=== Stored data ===
--------------------------------------------------

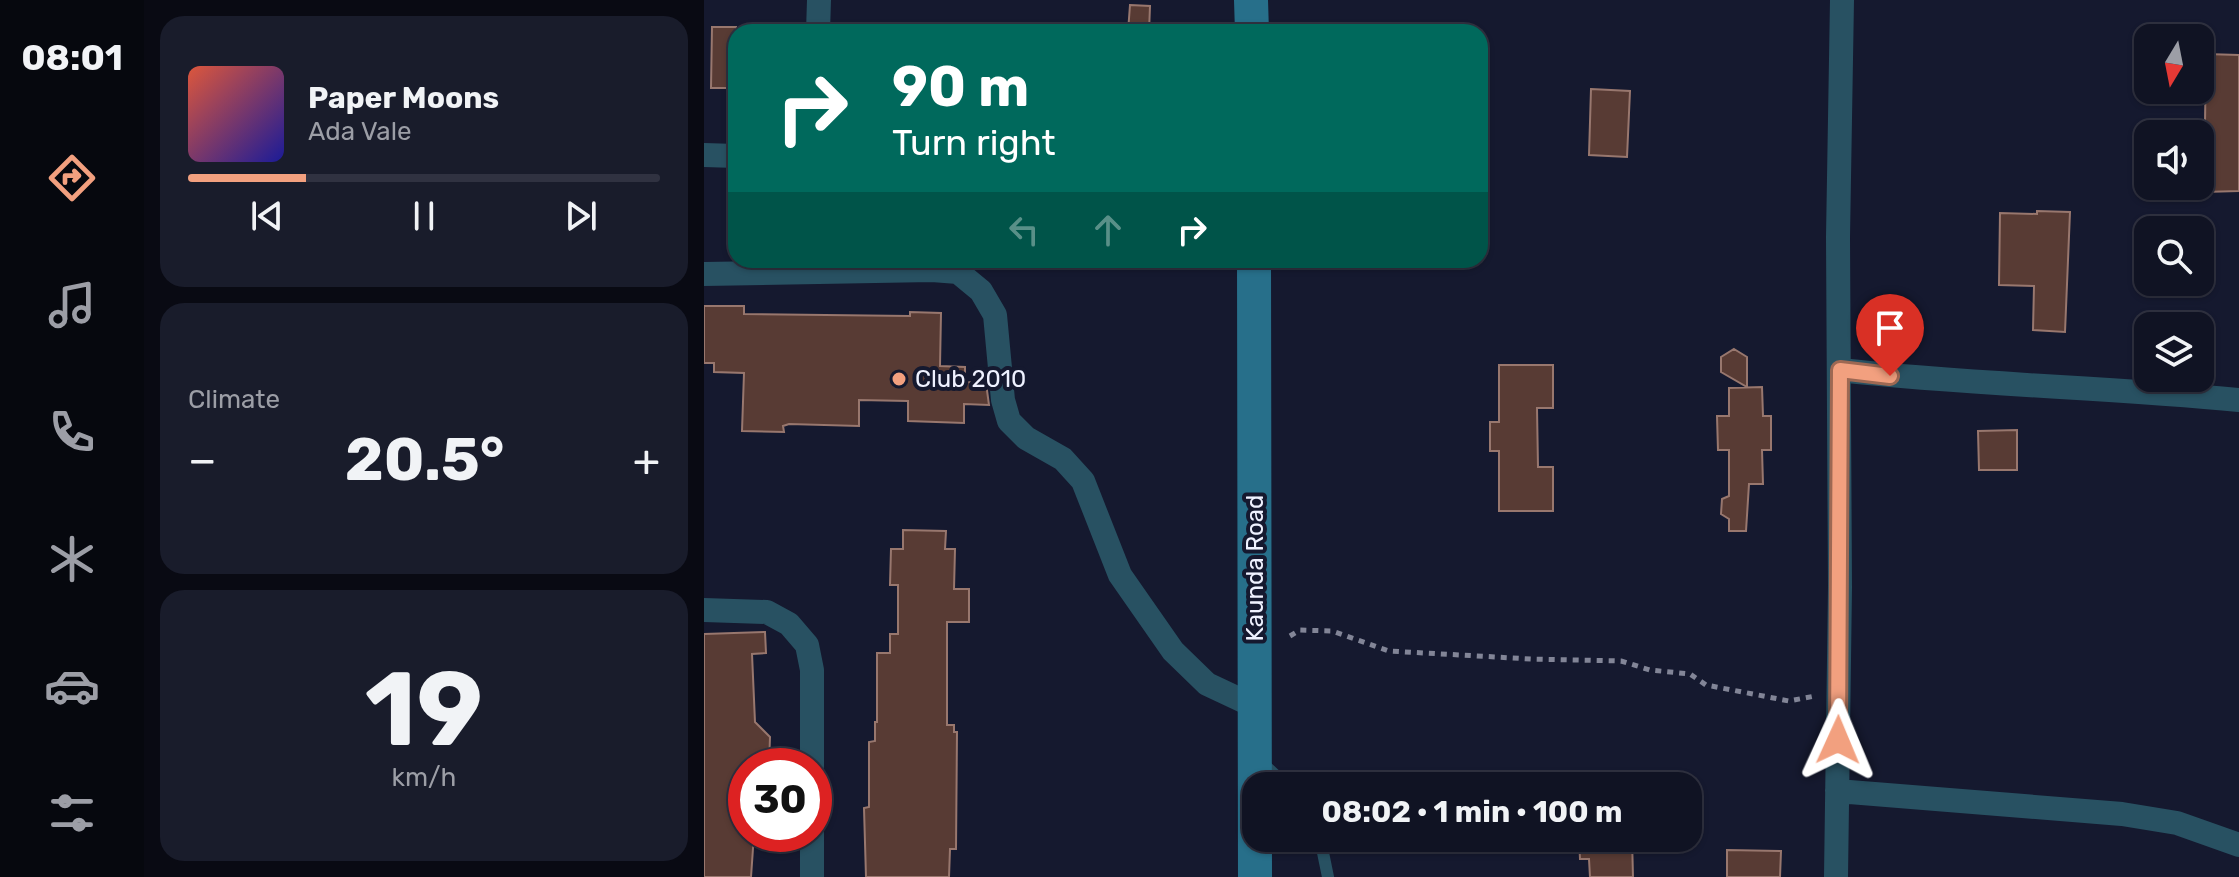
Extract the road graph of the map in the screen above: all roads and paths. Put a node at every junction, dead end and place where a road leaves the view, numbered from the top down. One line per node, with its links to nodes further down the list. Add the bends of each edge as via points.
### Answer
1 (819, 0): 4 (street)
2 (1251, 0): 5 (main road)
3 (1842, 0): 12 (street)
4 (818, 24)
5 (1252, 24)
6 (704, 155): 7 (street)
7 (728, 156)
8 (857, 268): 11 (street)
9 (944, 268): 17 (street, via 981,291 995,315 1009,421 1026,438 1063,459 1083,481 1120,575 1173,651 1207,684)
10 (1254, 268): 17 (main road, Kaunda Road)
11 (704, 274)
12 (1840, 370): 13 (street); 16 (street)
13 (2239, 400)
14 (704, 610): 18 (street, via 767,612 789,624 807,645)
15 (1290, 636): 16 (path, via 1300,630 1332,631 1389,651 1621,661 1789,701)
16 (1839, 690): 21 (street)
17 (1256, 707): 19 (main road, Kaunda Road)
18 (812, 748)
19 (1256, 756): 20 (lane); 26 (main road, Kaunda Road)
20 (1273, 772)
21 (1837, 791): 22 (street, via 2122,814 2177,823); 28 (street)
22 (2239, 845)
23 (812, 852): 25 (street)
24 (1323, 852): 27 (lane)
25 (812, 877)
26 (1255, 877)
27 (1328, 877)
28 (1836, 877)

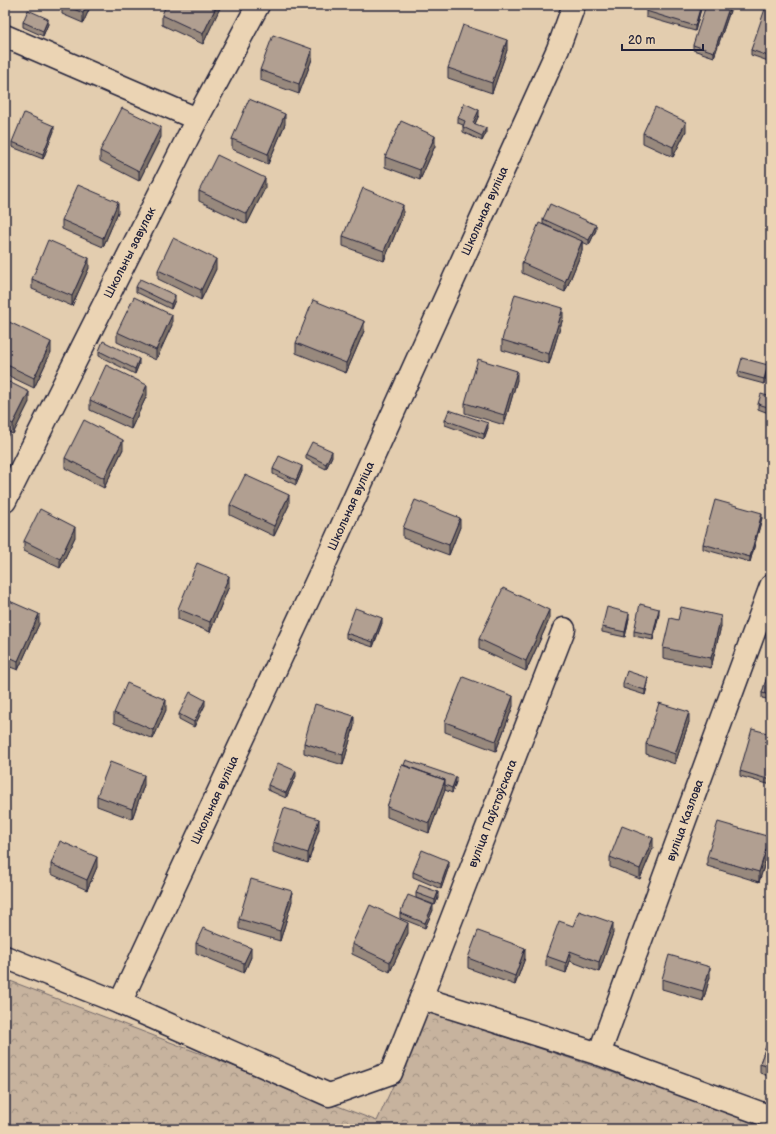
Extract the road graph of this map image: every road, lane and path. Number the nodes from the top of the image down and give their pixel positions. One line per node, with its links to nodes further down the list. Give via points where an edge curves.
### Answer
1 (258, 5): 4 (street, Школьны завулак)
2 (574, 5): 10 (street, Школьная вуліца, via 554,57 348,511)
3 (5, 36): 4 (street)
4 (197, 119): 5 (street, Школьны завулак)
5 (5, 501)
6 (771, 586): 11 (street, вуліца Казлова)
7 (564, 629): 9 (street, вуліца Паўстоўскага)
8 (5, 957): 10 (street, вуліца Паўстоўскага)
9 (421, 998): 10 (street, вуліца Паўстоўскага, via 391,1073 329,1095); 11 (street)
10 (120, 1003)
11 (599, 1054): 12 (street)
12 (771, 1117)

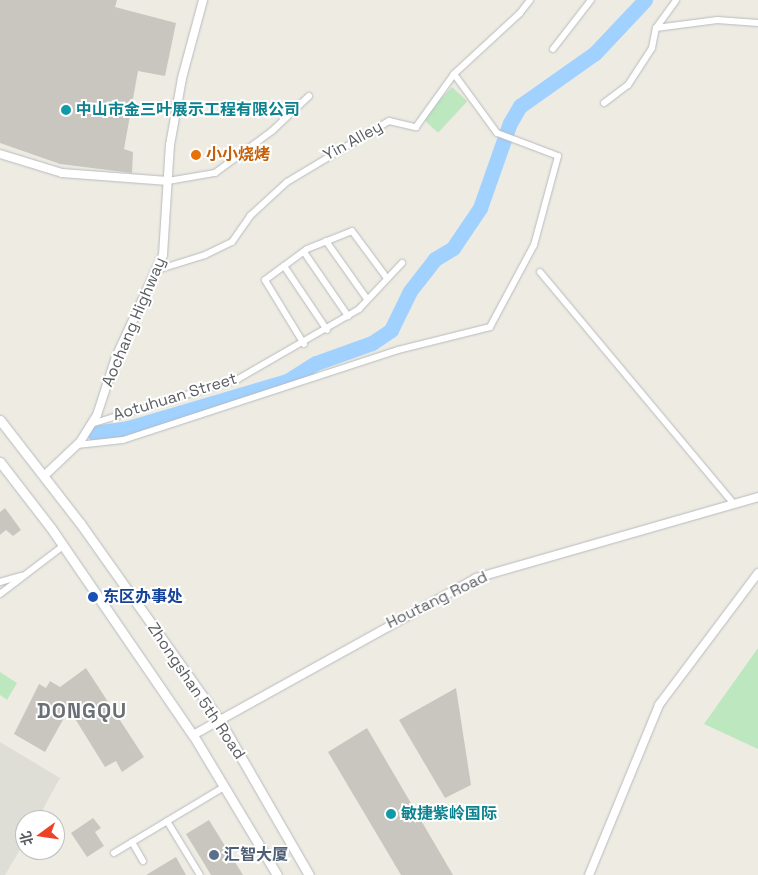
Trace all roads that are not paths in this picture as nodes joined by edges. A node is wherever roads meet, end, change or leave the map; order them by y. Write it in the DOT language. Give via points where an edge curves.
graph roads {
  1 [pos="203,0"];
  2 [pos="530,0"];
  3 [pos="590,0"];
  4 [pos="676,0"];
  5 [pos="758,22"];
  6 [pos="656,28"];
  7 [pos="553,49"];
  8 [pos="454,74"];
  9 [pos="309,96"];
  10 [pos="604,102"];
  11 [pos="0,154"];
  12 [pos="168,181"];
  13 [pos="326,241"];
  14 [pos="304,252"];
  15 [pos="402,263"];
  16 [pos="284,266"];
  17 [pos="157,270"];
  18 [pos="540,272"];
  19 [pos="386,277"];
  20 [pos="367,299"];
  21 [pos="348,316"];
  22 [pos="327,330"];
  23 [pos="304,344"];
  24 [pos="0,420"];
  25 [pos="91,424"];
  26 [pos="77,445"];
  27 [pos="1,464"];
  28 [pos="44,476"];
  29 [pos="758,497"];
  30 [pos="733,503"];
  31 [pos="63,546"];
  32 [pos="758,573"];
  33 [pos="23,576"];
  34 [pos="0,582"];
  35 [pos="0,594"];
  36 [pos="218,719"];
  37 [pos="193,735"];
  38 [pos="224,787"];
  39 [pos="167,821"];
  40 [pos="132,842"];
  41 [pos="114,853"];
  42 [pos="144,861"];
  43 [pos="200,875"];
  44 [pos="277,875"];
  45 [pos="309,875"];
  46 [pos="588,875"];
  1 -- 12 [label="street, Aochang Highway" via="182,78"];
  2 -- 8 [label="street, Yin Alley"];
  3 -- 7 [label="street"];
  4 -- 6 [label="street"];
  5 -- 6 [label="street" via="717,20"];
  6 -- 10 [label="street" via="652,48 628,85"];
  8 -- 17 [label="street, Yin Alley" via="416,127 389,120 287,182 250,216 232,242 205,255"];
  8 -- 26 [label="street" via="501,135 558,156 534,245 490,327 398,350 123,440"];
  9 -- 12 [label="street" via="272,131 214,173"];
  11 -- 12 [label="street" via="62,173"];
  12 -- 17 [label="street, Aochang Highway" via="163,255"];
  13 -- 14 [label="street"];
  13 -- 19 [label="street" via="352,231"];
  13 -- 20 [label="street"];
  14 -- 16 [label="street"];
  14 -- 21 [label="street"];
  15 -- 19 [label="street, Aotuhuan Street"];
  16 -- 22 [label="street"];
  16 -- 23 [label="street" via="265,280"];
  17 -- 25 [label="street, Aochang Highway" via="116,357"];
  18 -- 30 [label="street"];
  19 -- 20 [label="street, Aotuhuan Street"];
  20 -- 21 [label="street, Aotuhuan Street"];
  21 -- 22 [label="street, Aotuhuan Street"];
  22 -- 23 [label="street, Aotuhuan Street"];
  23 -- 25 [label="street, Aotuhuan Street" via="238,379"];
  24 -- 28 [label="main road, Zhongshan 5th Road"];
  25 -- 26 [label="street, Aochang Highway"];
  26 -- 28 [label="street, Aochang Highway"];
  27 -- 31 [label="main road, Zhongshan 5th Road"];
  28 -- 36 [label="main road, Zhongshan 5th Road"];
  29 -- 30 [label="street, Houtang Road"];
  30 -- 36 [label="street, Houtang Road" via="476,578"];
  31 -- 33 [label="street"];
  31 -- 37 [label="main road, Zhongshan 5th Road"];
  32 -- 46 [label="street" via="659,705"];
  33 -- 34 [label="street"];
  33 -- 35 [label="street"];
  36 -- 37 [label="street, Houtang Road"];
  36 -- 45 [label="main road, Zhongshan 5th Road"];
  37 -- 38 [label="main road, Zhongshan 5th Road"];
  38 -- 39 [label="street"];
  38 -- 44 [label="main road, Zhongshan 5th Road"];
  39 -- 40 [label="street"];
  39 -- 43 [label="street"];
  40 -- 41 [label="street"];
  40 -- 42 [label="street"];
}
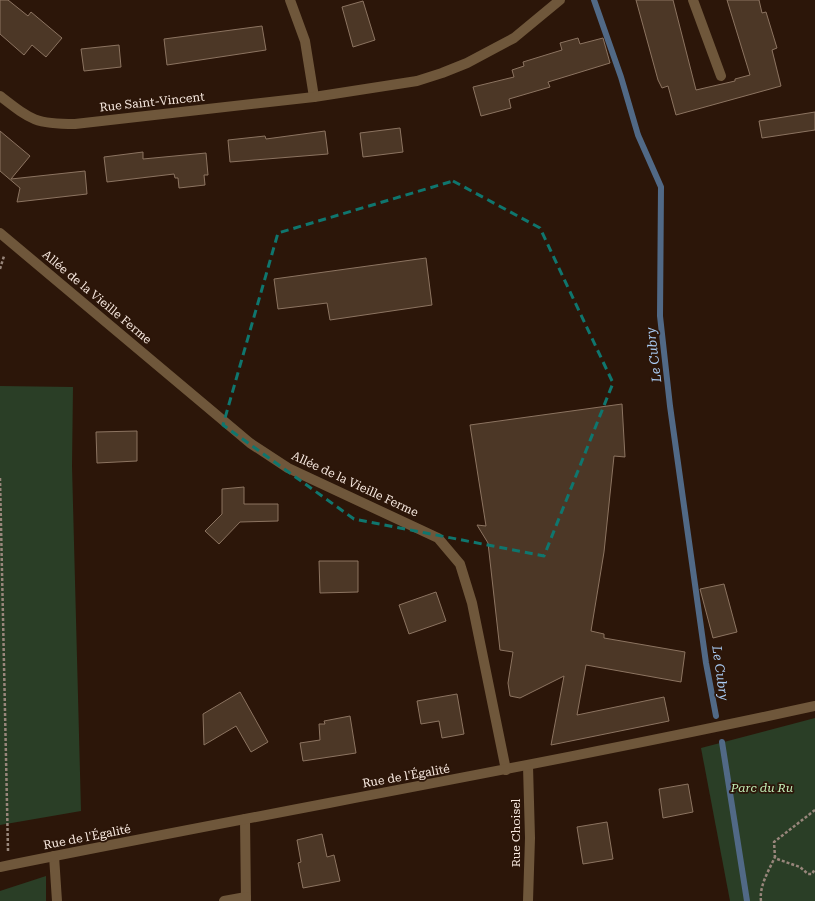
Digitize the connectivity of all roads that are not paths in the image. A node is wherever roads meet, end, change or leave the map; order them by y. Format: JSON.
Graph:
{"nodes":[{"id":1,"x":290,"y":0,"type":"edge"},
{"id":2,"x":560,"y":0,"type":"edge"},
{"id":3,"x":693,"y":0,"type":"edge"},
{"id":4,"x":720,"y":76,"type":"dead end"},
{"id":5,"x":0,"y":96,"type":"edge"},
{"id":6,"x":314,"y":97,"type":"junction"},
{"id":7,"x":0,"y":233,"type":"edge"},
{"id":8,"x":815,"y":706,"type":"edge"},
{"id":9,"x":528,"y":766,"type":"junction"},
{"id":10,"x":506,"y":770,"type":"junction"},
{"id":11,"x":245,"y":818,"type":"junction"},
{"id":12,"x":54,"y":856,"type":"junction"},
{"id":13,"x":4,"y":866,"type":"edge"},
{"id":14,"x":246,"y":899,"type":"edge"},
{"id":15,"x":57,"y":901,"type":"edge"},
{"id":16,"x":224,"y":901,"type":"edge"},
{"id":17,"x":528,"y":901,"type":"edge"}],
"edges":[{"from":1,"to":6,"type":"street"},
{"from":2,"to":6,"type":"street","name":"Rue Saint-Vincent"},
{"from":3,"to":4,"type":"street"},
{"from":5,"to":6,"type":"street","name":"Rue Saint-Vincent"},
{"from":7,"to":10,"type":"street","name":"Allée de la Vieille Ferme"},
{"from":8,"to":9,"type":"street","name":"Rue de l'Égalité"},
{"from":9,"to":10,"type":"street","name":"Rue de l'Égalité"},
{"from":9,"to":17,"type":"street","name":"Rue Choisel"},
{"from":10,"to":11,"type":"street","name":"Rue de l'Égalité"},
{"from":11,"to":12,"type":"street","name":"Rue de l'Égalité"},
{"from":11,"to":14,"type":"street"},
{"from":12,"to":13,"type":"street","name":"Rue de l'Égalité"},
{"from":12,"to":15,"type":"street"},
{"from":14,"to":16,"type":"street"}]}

--------------------------------------------------

=== What is being asked ===
Where a line above contains the word "image", show that line.

=== Response box ===
Extract the road graph of this map image: every road, lane and path. Number the nodes from the top of the image down and give their pixel positions. One line per node, with its links to nodes further down the list. Give via points where an edge curves.
Digitize the connectivity of all roads that are not paths in the image. A node is wherever roads meet, end, change or leave the map; order them by y. Format: JSON.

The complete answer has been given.